The 3rd Infantry Division did not have any Combat Engineer battalion attached but the 42nd Division did have such a unit, the 142nd Engineer Combat Battalion. The alleged 287th Combat Engineer Battalion did not exist at that time.
What was found in the Schloss I know of, and can prove the period existence of , four German Crosses in Gold with diamonds, one Iron Cross Star and case, one Social Welfare cross with diamonds, one cased Knights Cross of the War Service Cross with Swords, two Knights Crosses of the Iron Cross, marked ‘2’ and cased, all found in a safe in Klessheim. Most of these items were turned over to the occupation officials and most ended up in the U.S. Army Museum at West Point.
I have a copy of the CID report, concerning these pieces and a full catalog of pieces located at the castle in May of 1945 will be scanned and published.
American soldiers might have found crates of rare decorations somewhere hidden in Salzburg or sitting in street corner flower boxes but there was no huge horde of treasured medals ever found at Klessheim.

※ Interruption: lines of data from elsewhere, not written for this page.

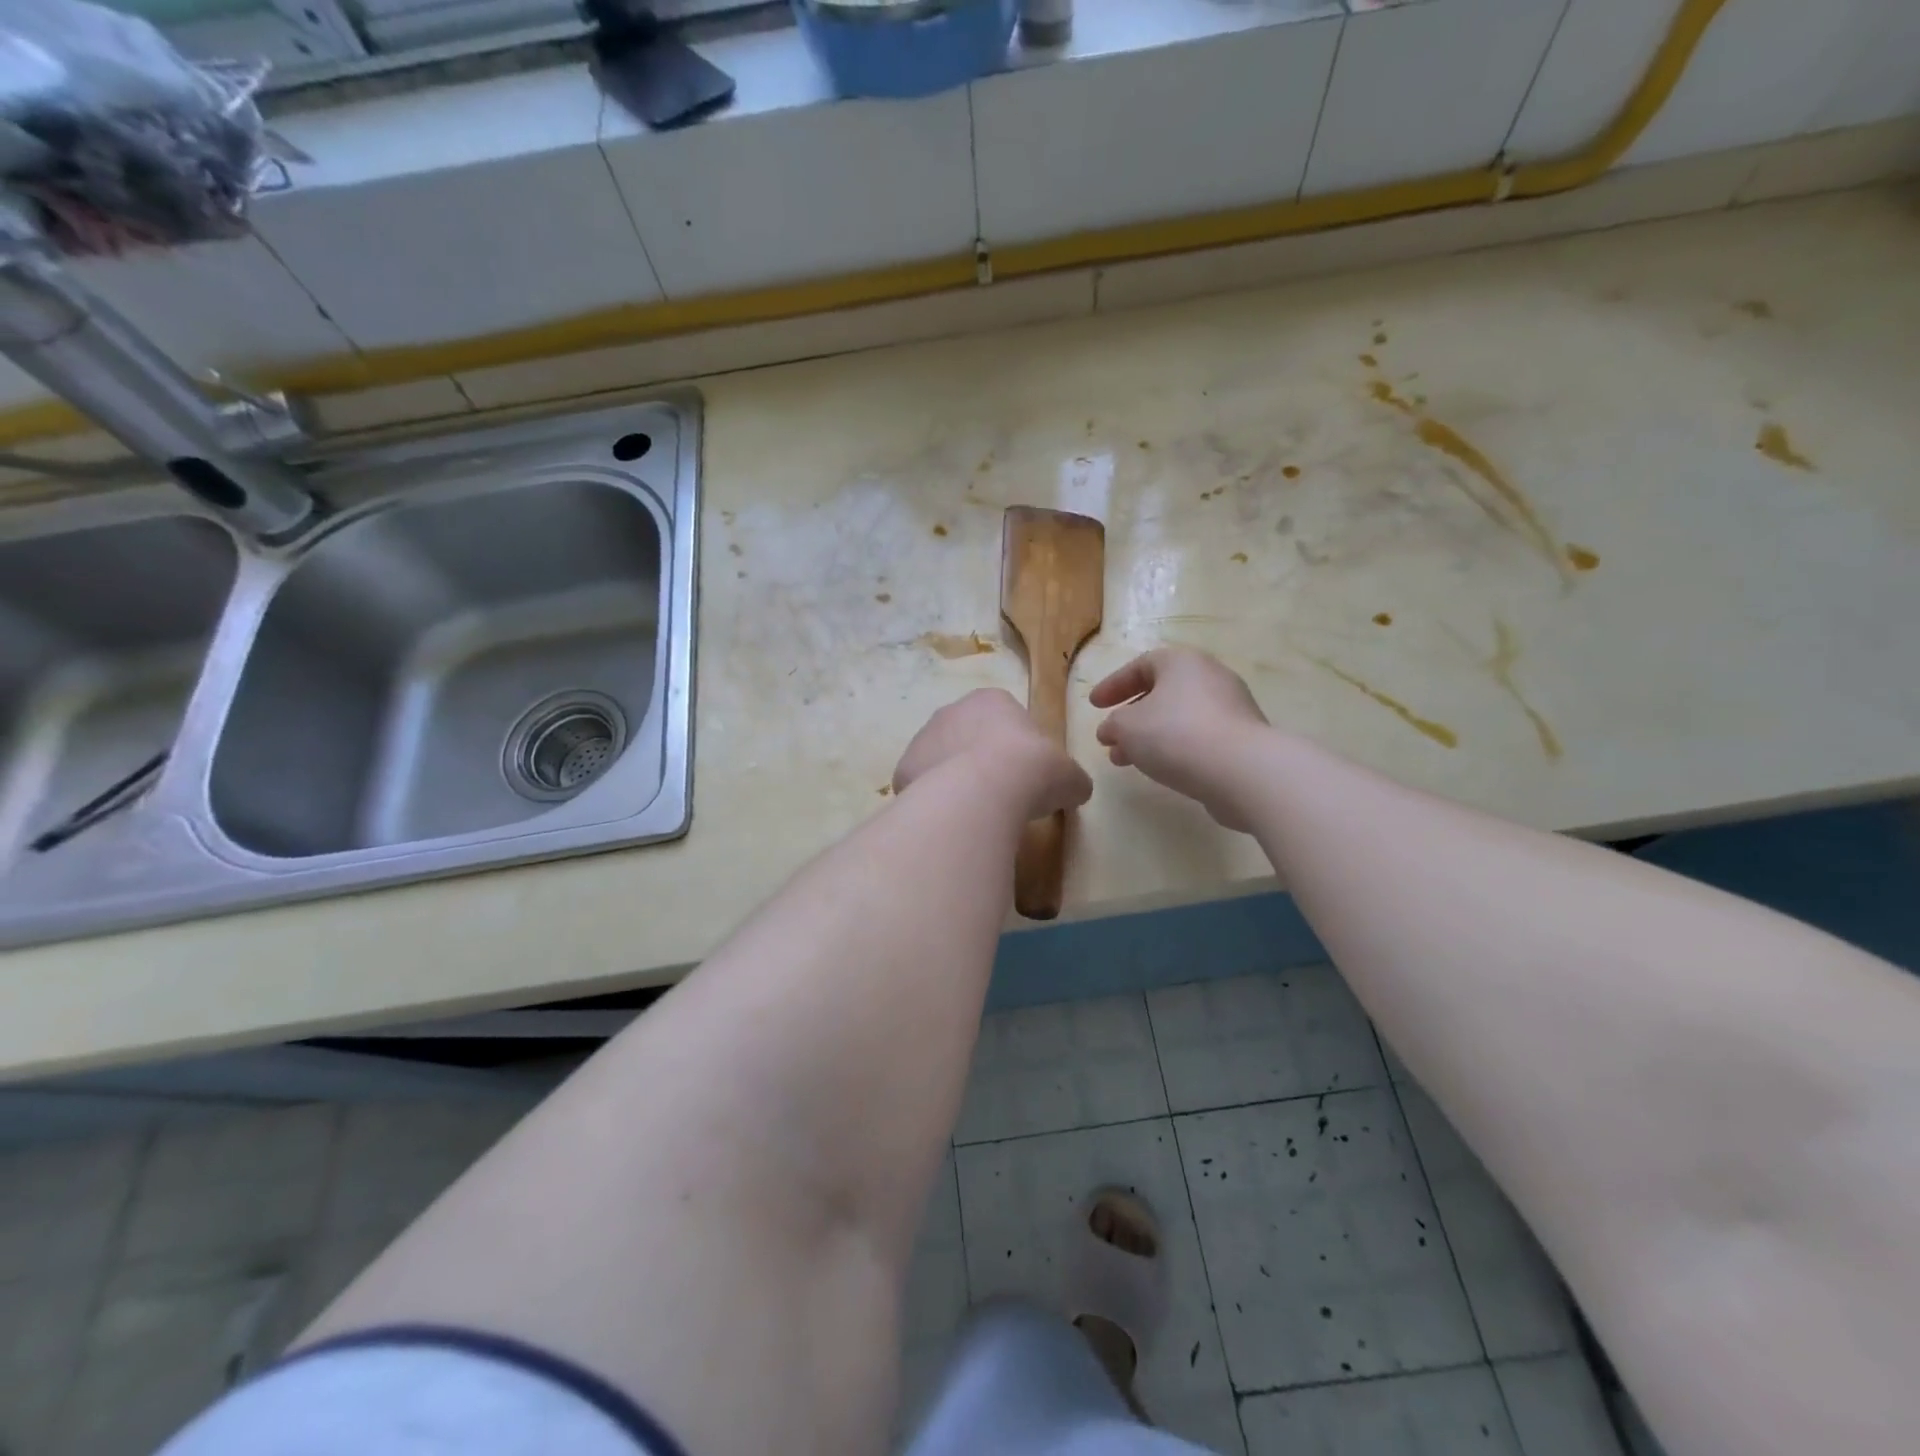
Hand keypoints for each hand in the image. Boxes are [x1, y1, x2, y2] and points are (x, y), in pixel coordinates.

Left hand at [893, 689, 1093, 821]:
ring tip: (974, 813)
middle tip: (999, 795)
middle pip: (967, 737)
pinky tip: (950, 820)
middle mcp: (951, 711)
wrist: (983, 792)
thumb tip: (1075, 790)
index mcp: (991, 700)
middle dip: (980, 761)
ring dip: (954, 780)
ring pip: (941, 761)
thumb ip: (1071, 779)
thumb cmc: (1032, 770)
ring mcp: (922, 739)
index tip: (1025, 776)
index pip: (1004, 718)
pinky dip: (933, 802)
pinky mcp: (903, 770)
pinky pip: (921, 787)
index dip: (1016, 748)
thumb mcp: (1069, 776)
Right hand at [1090, 648, 1269, 830]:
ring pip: (1179, 718)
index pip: (1140, 665)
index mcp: (1182, 662)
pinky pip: (1199, 737)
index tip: (1094, 706)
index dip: (1113, 685)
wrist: (1241, 770)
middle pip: (1162, 692)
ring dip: (1149, 736)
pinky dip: (1174, 748)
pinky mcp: (1242, 738)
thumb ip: (1113, 725)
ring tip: (1126, 761)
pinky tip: (1160, 769)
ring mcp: (1231, 707)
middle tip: (1110, 738)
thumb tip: (1111, 730)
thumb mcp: (1127, 727)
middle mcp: (1210, 676)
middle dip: (1131, 716)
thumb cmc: (1176, 735)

Much of the glitterati in the Maerz book are alleged to have been found at Klessheim. They were not.
All of this reminds me of the Magic Closet of Pink-Shoes Paulson. If he put two Luftwaffe ace’s tunics into this closet at night, why the next morning there were five tunics, one overcoat and a pair of boots! And the Schloss Klessheim story is in the same category.
It is always better to buy an item, not a story.